Can you stand one more post about Mike Pence?

Yesterday, a friend shared an email she received from our former Indiana Governor and current Trump toady/VP candidate.

The fundraising plea came as Pence spoke to ALEC, telling the corporate interest group that “I was for ALEC before it was cool!” (Ahem–breaking news, Mike: it still isn’t cool.) ALEC has been behind state-level voter ID measures, draconian immigration-enforcement laws and “Stand Your Ground” legislation–not to mention an anti-environmental agenda centered upon denial of climate change and support of fossil fuels. Those positions have prompted a number of  companies–including Google, AOL, Yahoo, Yelp, eBay, BP and Facebook–to leave the organization.

Pence has always had close ties to ALEC and the Koch Brothers. Other positions he has taken since joining the Trump ticket, however, represent a dramatic change from previous postures. For example, Mr. Conspicuous Piety seems positively eager to support a twice-divorced, foul-mouthed, belligerent buffoon who models behaviors inconsistent with both the culture-war positions for which the Governor was previously known and the civility he actually practiced.

(Speaking of civility: For sheer chutzpah, its hard to top Pence’s recent criticism of Democrats for “name calling.” Psychiatrists have a word for that: projection.)

What really sent me over the edge, however, was the text of the fundraising email shared by my friend.

Friend,

I can’t wait until we have an America we can both be proud of again.

When we have a President who looks out for Americans first.

A President who rips up trade deals that kill American jobs. A President that builds a wall and places our National Security first. A President who will Make America Great Again!

I can’t wait until we have a leader like Donald Trump as our next President.

If you can’t wait either, then I need you to donate today so we can make that happen.

In fact, Donald Trump told me that up until Sunday, he is going to personally match your donation dollar-for-dollar, up to $1 million.

So friend, if you are like me and you can’t wait until we have a President who puts America first, then let’s work together to take our country back today.

Since this plea was written in a foreign language–Lapdog–I hope you’ll permit me to translate.

Friend,

I know I used to be a proponent of free trade, but I’m carrying water for Donald Trump these days, so now I’m all for ripping up trade deals. I’m flexible.

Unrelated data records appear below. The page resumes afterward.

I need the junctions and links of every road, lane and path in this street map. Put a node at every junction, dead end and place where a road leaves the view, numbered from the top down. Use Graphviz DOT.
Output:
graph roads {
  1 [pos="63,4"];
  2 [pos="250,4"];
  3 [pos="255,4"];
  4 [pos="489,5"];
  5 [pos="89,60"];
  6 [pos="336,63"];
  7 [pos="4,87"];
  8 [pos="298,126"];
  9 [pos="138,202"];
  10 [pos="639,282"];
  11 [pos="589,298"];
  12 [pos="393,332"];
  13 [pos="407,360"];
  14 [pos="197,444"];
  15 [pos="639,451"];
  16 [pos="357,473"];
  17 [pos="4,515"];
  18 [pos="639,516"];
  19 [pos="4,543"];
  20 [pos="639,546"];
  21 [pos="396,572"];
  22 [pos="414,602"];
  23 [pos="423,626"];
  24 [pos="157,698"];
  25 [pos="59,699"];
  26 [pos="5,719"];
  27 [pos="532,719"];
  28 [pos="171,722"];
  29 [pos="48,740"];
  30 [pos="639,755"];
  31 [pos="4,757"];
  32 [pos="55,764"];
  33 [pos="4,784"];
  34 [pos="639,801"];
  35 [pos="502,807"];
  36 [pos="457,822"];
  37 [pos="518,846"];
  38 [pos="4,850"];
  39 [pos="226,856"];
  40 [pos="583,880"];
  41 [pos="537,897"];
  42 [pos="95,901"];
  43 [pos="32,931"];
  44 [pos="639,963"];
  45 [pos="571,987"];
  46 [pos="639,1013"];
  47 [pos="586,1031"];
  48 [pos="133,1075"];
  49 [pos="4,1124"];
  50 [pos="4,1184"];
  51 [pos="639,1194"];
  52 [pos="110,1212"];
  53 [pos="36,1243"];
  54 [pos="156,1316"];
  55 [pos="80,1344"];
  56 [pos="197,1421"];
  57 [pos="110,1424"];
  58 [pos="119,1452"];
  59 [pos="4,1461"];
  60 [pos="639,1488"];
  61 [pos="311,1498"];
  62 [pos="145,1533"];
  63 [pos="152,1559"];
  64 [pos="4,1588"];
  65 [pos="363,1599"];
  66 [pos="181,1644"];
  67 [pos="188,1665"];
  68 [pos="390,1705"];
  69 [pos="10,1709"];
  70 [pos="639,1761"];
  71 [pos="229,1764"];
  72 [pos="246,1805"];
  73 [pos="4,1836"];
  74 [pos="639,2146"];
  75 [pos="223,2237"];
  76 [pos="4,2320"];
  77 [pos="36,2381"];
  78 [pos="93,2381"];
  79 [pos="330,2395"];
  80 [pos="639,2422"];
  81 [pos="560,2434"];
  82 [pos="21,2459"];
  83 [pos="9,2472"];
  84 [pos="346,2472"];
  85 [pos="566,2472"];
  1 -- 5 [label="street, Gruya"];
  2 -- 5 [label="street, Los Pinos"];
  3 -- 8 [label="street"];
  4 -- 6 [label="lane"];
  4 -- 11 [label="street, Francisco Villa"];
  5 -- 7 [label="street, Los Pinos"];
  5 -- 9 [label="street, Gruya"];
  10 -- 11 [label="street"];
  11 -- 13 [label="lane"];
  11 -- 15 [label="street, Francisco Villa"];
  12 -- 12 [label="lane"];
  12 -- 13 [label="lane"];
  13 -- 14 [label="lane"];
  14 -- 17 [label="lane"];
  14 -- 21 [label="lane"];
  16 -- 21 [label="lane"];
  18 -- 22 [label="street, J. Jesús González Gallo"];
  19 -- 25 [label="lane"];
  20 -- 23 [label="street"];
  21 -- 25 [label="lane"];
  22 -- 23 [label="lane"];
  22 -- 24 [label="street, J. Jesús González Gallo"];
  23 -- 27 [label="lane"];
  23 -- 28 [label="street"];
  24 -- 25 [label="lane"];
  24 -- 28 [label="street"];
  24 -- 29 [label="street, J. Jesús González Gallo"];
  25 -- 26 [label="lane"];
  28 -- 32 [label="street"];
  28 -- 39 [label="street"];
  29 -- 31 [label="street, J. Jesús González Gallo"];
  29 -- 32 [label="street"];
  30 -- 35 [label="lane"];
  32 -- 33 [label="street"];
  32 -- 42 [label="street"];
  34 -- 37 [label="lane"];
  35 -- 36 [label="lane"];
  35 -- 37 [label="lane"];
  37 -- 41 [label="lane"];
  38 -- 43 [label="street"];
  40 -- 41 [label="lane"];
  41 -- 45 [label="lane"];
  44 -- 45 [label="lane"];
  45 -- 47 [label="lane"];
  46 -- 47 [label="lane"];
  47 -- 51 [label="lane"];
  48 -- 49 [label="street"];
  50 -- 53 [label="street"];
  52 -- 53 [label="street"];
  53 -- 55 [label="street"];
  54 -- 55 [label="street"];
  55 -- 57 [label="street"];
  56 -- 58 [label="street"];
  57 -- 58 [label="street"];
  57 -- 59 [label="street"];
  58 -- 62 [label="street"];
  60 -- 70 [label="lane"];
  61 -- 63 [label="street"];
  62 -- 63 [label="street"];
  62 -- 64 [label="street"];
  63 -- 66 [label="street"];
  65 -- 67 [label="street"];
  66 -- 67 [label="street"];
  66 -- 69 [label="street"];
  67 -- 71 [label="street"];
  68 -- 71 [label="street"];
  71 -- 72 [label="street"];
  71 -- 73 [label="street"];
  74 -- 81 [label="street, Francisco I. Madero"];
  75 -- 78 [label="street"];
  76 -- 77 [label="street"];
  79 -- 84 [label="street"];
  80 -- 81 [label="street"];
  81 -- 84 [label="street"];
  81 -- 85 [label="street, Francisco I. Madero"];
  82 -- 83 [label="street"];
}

I know I’ve spent years  preaching American exceptionalism, but Donald says America is weak and in terrible shape, so I am obediently parroting that line, too.

On the important issues, after all, Donald and I have long agreed.

Donald and I agree that we need to Make America Great Again because a President who is African-American could not possibly put America first. We need a President more like Putin. Strong.

Donald and I also totally agree that we need to take the country back from the minorities and immigrants and uppity women who are ruining it. We need to return to the good old days, when just being a straight white guy entitled you to run things, and those “others” knew their place.

And I hope you noticed my reference to Donald’s money. That’s the proof that he is qualified to be President. (And don’t go drawing negative conclusions from his refusal to make his tax returns public. If he says you don’t need to see those returns, then you don’t need to see them.) Being a rich white guy is how he knows he’s superior to everyone else, and entitled to be President, even though he is admittedly a monumental, delusional ignoramus.

One thing Hoosiers have learned since Donald Trump swooped in and saved Mike Pence from looming electoral defeat: these two truly deserve each other.